(Source data)
▼
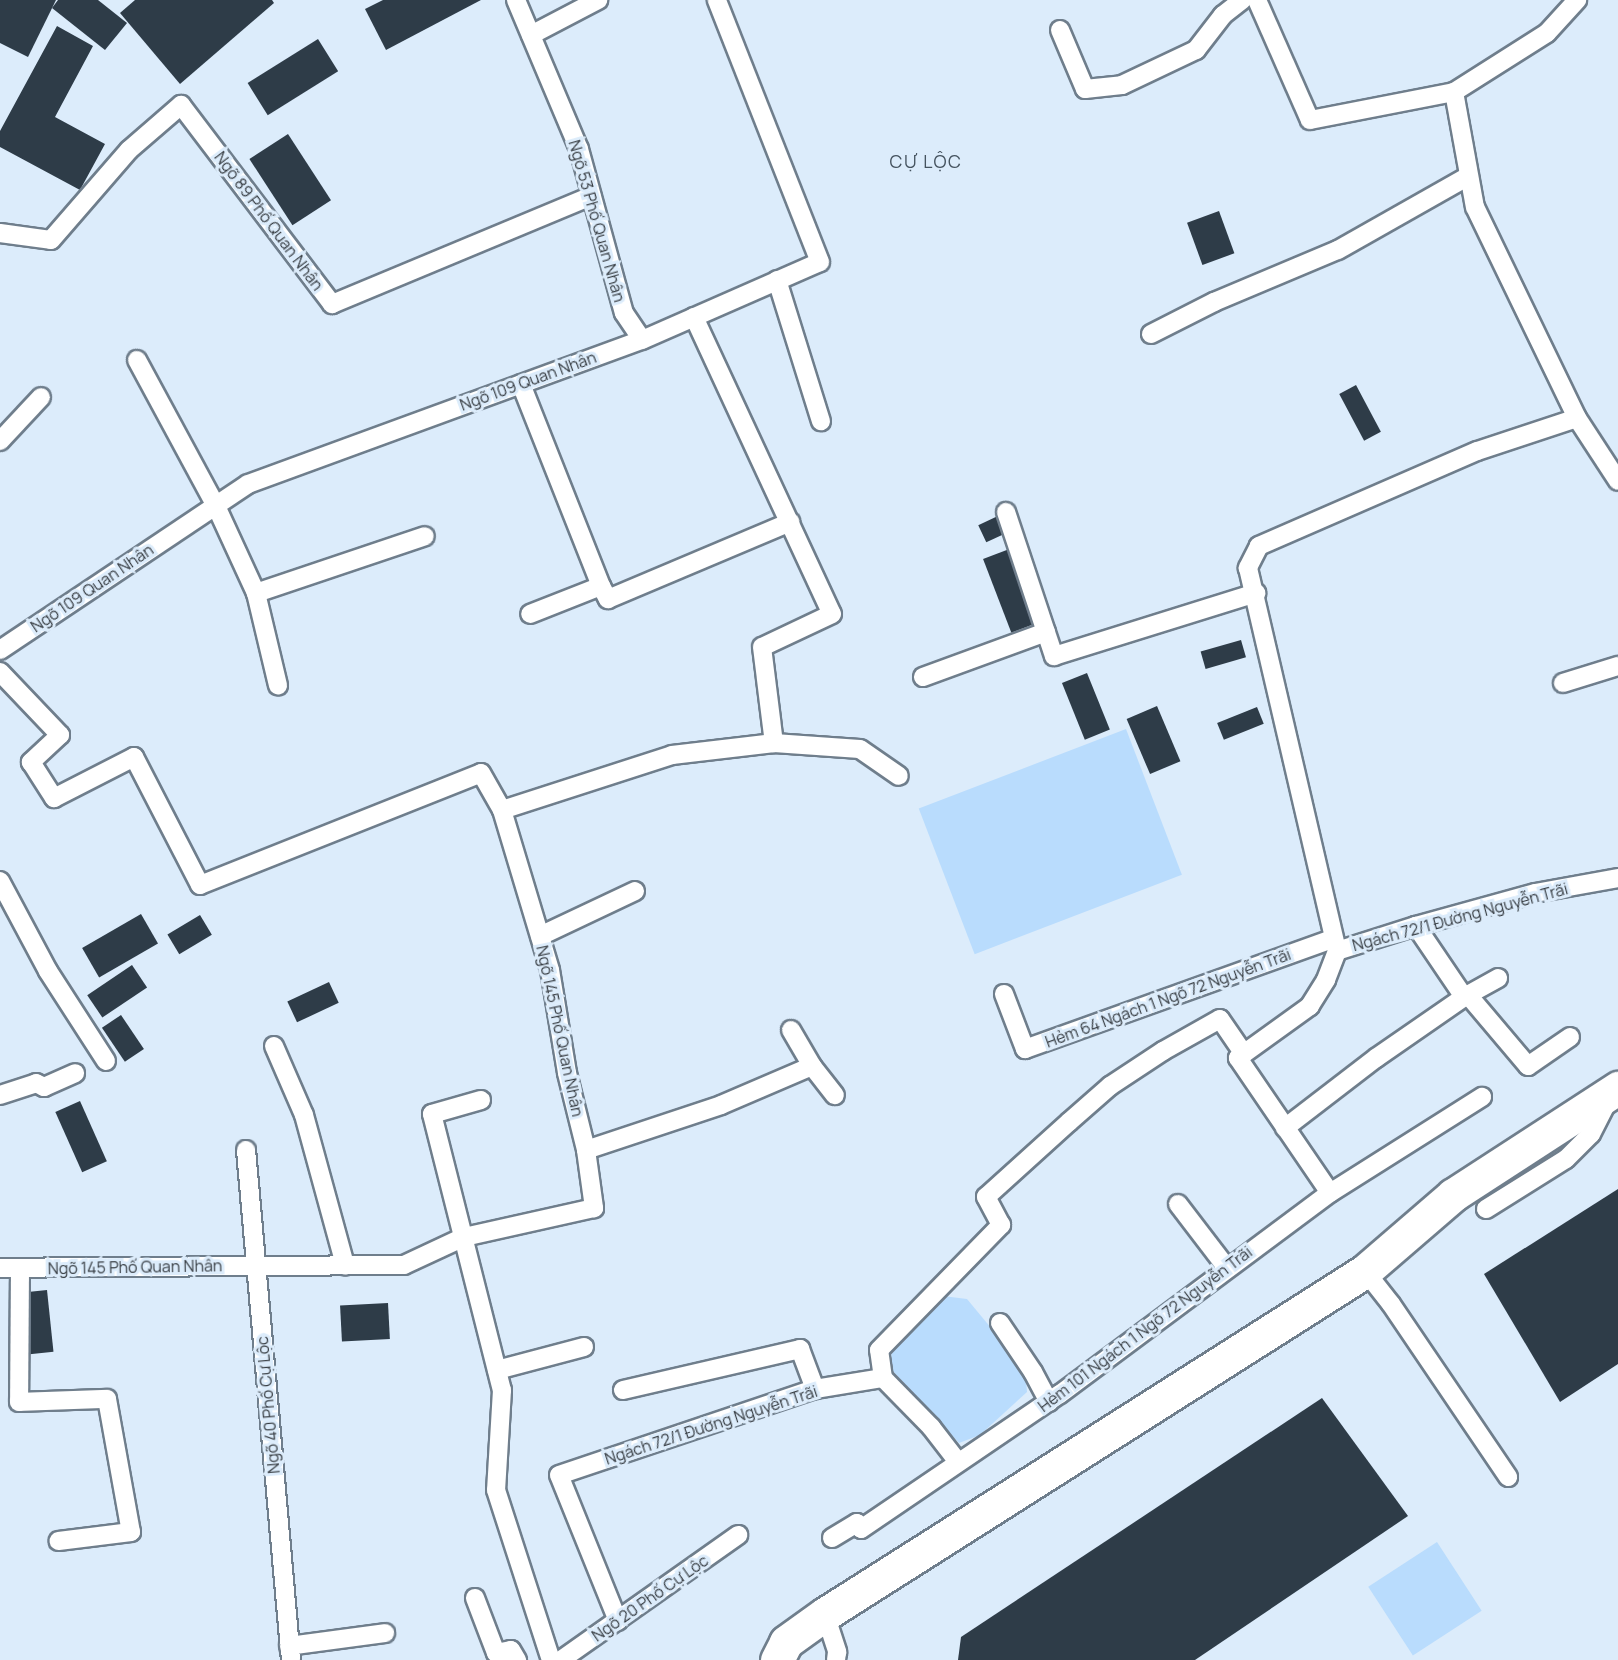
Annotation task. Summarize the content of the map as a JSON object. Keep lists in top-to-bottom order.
{
  "streets": {
    "lane": [
      "Ngõ 89 Phố Quan Nhân",
      "Ngõ 53 Phố Quan Nhân",
      "Ngõ 109 Quan Nhân",
      "Ngách 72/1 Đường Nguyễn Trãi",
      "Hẻm 64 Ngách 1 Ngõ 72 Nguyễn Trãi",
      "Ngõ 145 Phố Quan Nhân",
      "Hẻm 101 Ngách 1 Ngõ 72 Nguyễn Trãi",
      "Ngõ 40 Phố Cự Lộc",
      "Ngõ 20 Phố Cự Lộc"
    ]
  },
  "crossings": [
    ["Ngõ 89 Phố Quan Nhân", "Ngõ 53 Phố Quan Nhân"],
    ["Ngõ 53 Phố Quan Nhân", "Ngõ 109 Quan Nhân"],
    ["Ngách 72/1 Đường Nguyễn Trãi", "Hẻm 64 Ngách 1 Ngõ 72 Nguyễn Trãi"],
    ["Ngách 72/1 Đường Nguyễn Trãi", "Ngõ 20 Phố Cự Lộc"]
  ],
  "districts": ["CỰ LỘC"]
}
▲
Pictures must not appear in the copy, and every record must be restated word for word.

**Finished exercise:**
Annotation task. Summarize the content of the map as a JSON object. Keep lists in top-to-bottom order.
{
  "streets": {
    "lane": [
      "Ngõ 89 Phố Quan Nhân",
      "Ngõ 53 Phố Quan Nhân",
      "Ngõ 109 Quan Nhân",
      "Ngách 72/1 Đường Nguyễn Trãi",
      "Hẻm 64 Ngách 1 Ngõ 72 Nguyễn Trãi",
      "Ngõ 145 Phố Quan Nhân",
      "Hẻm 101 Ngách 1 Ngõ 72 Nguyễn Trãi",
      "Ngõ 40 Phố Cự Lộc",
      "Ngõ 20 Phố Cự Lộc"
    ]
  },
  "crossings": [
    ["Ngõ 89 Phố Quan Nhân", "Ngõ 53 Phố Quan Nhân"],
    ["Ngõ 53 Phố Quan Nhân", "Ngõ 109 Quan Nhân"],
    ["Ngách 72/1 Đường Nguyễn Trãi", "Hẻm 64 Ngách 1 Ngõ 72 Nguyễn Trãi"],
    ["Ngách 72/1 Đường Nguyễn Trãi", "Ngõ 20 Phố Cự Lộc"]
  ],
  "districts": ["CỰ LỘC"]
}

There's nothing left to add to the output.